* [Task]: Find the line with "middle tip: (127, 215)" in the data below. Repeat it and every line after it up to the end, exactly, but drop the pictures.

Stored dataset items:
***

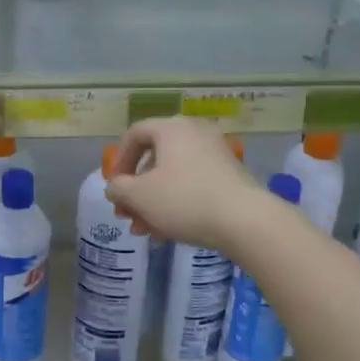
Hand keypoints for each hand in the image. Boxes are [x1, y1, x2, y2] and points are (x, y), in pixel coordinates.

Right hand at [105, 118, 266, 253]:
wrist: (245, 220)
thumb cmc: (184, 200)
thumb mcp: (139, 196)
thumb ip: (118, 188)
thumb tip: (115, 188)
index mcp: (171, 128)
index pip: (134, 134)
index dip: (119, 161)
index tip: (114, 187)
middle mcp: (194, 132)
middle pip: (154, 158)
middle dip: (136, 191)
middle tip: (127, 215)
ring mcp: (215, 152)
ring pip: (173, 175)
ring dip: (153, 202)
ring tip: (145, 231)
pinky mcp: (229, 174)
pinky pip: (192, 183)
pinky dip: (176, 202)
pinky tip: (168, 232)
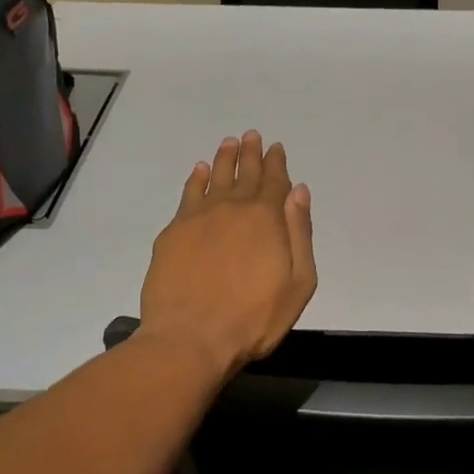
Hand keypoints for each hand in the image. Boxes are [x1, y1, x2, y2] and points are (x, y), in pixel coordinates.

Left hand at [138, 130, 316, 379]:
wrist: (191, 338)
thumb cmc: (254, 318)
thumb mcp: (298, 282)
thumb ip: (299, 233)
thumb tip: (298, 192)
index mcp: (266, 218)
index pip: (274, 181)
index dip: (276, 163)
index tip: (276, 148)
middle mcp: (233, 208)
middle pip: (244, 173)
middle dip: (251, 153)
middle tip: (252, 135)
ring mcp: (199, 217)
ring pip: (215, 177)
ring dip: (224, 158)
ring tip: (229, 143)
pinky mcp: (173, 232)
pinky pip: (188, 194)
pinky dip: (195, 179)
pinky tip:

***

* [Answer to this exercise]:
middle tip: (127, 215)
ring mcp: (215, 152)
ring pip: (173, 175)
ring dip: (153, 202)
ring tip: (145, 231)
pinky mcp: (229, 174)
pinky pip: (192, 183)
pinky dip: (176, 202)
pinky tip: (168, 232)
Hand keypoints for each hand in the image. Boxes are [x1, y1, x2, y2] and points are (x, y), in pixel coordinates.

Left hand at [138, 130, 316, 379]:
wrist: (191, 338)
thumb cmc: (254, 318)
thumb mcp: (298, 282)
thumb ip: (299, 233)
thumb tip: (298, 192)
index mcp: (266, 218)
index pip: (274, 181)
index dip: (276, 163)
index tip: (276, 148)
middle mcp: (233, 208)
middle pip: (244, 173)
middle dip: (251, 153)
middle tip: (252, 135)
ring mcp: (199, 217)
ring pip: (215, 177)
ring dip: (224, 158)
ring tip: (229, 143)
pinky mcp: (173, 232)
pinky pip: (188, 194)
pinky dip: (195, 179)
pinky tip:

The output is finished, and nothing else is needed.